**How to complete this task:** Please find every line in the records below that contains the word "roads", and copy it.

•••

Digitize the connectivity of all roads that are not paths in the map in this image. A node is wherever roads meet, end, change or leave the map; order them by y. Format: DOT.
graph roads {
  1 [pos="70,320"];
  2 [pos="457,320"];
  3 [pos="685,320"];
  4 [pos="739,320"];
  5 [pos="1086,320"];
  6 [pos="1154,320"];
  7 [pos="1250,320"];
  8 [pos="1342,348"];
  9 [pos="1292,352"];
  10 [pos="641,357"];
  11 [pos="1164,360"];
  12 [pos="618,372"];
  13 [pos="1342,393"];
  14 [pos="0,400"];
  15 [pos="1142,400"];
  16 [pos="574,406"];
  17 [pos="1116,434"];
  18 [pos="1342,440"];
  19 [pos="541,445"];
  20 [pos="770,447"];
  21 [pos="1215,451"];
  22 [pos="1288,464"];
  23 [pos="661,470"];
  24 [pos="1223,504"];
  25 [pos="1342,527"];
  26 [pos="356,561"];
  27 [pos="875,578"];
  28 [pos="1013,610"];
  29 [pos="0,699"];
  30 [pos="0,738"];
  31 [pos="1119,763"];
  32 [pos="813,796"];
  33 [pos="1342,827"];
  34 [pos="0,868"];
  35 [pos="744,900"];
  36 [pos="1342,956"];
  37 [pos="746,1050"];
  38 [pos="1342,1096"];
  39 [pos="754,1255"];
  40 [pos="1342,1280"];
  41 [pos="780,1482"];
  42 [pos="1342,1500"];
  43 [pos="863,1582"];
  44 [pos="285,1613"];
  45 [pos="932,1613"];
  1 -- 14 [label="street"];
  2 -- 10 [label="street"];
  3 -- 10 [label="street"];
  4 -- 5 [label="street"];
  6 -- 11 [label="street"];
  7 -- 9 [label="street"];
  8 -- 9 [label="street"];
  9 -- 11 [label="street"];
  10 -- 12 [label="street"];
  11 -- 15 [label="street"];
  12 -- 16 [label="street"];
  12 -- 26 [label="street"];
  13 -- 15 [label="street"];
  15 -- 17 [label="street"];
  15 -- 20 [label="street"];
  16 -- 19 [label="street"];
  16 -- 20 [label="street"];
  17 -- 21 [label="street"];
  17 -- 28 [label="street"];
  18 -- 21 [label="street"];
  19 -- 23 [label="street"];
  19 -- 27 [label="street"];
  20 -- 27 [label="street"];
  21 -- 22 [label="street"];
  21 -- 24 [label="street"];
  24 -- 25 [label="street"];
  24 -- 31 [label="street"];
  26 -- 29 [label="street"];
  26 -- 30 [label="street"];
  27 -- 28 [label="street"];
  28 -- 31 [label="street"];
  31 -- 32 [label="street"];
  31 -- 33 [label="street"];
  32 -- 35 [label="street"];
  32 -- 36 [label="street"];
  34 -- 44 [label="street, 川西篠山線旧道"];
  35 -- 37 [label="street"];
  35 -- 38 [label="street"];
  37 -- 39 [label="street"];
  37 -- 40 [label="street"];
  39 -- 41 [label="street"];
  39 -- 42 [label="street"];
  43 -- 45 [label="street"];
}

•••

**Exercise result:**
Digitize the connectivity of all roads that are not paths in the map in this image. A node is wherever roads meet, end, change or leave the map; order them by y. Format: DOT.
graph roads {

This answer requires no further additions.